As Yediyurappa faced an uncertain future and the BJP looked for a leader with a formidable reputation to lend its campaign the required heft ahead of the 2014 Lok Sabha polls, the two cosied up to each other, leading to the KJP’s merger with the BJP on January 9, 2014.

In the Lok Sabha election, the BJP won 19 of the state’s 28 seats, a remarkable turnaround for the party which had secured only 19.9 per cent votes in the Assembly polls just a year ago leading to the fall of its first government.
Notwithstanding the corruption taint, Yediyurappa’s status and clout grew in the BJP.
On October 26, 2016, he got a huge relief when a special CBI court acquitted him, his two sons and son-in-law in a Rs 40 crore illegal mining case, which had cost him the chief ministership in 2011.
In January 2016, the Karnataka high court quashed all 15 FIRs against Yediyurappa lodged by Lokayukta police under the Prevention of Corruption Act.
In April that year, he was appointed the state BJP chief for the fourth time.

The Lingayat leader, however, continued to be dogged by controversies, with some cases against him still pending before courts.
The BJP declared him its chief ministerial candidate in the 2018 assembly polls, ignoring the taunts by the Congress.
As the polls threw up a hung verdict, with no party getting a clear majority in the 225-member House (including Speaker), the governor invited Yediyurappa, the leader of the single largest party, to form the government and gave him 15 days to prove the majority.
However, the Supreme Court asked him to prove the majority in the House within 24 hours following a plea by the Congress-JD(S) challenging the governor’s decision to invite the BJP to form the government.

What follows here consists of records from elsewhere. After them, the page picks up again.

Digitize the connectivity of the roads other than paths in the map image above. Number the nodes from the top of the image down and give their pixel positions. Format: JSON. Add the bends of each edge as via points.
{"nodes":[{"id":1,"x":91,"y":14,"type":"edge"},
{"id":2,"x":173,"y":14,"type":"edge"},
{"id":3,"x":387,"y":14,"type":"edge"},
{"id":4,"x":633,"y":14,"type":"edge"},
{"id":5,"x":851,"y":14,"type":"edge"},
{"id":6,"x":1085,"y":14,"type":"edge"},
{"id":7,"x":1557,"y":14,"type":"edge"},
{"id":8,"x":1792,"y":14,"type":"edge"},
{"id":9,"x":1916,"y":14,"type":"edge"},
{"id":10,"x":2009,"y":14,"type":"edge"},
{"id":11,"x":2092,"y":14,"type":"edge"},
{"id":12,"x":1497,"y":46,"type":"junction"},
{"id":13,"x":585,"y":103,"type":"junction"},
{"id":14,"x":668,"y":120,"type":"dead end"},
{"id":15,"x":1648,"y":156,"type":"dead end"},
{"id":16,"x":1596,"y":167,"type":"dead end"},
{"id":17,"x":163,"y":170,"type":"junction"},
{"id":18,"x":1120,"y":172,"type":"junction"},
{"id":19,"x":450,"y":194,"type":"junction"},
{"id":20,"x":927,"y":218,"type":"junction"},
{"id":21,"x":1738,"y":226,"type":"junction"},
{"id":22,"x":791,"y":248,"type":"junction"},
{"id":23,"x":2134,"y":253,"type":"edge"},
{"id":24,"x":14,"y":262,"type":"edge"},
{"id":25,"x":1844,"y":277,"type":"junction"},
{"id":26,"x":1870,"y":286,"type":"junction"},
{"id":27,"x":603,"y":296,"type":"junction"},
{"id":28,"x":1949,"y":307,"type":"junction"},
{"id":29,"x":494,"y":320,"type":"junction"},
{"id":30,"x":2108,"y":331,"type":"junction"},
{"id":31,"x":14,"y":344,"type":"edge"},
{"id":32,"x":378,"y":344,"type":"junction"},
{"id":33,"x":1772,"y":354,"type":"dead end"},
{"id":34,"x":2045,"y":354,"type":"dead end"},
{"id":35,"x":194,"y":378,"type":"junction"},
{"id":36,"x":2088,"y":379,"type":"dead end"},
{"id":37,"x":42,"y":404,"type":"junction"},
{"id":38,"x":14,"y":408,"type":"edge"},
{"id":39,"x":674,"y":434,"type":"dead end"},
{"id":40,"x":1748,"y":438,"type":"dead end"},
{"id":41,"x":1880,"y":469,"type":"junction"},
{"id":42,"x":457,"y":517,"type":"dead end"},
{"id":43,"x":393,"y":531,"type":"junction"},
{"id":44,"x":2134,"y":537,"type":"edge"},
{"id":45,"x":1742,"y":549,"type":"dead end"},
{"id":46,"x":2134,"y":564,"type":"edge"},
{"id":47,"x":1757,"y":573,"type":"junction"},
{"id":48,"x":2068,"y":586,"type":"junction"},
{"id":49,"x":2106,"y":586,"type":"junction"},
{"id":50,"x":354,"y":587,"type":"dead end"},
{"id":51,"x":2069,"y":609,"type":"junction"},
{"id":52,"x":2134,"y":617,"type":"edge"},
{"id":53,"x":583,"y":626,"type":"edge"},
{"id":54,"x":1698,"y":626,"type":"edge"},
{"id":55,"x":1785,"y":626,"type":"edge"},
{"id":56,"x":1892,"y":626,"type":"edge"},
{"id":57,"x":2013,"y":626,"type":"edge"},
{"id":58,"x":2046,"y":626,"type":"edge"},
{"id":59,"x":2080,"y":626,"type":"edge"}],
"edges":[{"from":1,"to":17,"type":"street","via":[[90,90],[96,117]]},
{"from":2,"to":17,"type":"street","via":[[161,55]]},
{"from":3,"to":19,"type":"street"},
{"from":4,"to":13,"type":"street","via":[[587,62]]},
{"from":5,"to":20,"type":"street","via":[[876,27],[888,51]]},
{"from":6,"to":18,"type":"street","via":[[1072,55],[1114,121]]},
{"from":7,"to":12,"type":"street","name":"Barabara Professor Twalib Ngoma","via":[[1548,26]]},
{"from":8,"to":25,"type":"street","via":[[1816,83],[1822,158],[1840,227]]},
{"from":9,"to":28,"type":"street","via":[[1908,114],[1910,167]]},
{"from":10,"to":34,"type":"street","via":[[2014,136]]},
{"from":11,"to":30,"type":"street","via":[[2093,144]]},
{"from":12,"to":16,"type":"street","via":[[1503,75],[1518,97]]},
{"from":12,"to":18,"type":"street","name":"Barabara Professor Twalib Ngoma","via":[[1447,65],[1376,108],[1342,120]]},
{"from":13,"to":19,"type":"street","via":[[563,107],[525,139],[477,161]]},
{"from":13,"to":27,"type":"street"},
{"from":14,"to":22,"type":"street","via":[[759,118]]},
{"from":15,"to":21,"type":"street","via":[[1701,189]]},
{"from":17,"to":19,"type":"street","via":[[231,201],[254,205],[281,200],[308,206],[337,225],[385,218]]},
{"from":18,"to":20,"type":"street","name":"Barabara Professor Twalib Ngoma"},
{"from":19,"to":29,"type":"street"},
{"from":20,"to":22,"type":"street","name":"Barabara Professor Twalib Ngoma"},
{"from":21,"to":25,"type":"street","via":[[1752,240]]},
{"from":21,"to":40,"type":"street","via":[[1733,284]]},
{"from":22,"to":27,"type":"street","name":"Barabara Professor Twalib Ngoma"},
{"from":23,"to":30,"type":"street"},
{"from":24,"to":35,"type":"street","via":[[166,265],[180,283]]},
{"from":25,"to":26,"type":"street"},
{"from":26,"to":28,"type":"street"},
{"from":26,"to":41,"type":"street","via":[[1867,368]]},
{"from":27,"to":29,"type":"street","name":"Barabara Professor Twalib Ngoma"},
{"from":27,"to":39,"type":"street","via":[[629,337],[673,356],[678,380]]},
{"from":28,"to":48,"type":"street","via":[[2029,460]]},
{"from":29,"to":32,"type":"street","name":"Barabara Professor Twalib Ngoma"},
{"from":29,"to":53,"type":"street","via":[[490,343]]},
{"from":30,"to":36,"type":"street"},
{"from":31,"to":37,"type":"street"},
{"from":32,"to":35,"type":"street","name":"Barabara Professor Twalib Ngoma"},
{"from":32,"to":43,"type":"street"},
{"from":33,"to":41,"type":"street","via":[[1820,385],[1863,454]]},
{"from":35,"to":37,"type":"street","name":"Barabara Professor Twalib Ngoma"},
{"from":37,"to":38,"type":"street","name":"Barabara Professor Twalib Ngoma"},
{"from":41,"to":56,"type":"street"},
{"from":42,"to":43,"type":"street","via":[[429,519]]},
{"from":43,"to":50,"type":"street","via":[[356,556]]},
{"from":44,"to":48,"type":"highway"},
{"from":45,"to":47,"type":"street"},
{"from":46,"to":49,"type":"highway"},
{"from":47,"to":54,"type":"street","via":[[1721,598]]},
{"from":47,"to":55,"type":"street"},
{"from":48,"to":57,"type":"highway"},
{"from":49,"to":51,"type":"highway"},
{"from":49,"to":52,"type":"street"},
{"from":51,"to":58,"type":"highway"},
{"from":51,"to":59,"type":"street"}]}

The three-day-old BJP government collapsed on May 19, 2018, minutes before the scheduled trust vote, with him resigning in a tame anti-climax and hours later Kumaraswamy, the chief ministerial candidate of the newly formed JD(S)- Congress alliance, was invited to form the government.
In the next over one year period, the BJP under Yediyurappa managed to keep the coalition government on tenterhooks as the ruling combine constantly feared poaching of MLAs.
In its best ever performance the BJP also won 25 out of 28 Lok Sabha seats in 2019 parliamentary polls.
The resignation of 17 rebel Congress-JD(S) MLAs came as a blow to the alliance and it collapsed, losing the trust vote on July 23, 2019, paving the way for his return.
Determined to regain the reins of power, amid uncertainties about his political future with growing age, Yediyurappa is said to have played a key role in engineering the defection of the 17 Congress-JD(S) rebels.

Sixteen of them had subsequently joined the BJP.
He ensured that most of them won the bypolls in December that year on a BJP ticket, and 12 are currently ministers in his cabinet, as promised.
Though in the last two years, BJP won most of the byelections under Yediyurappa’s leadership, repeated floods, alleged shortcomings in Covid management and growing disgruntlement within the party and the government, threw challenges to administration.
With growing age and strong central leadership, his declining sway over the party and administration, marred his final tenure, bringing him the criticism of being a “weak CM” from the opposition parties.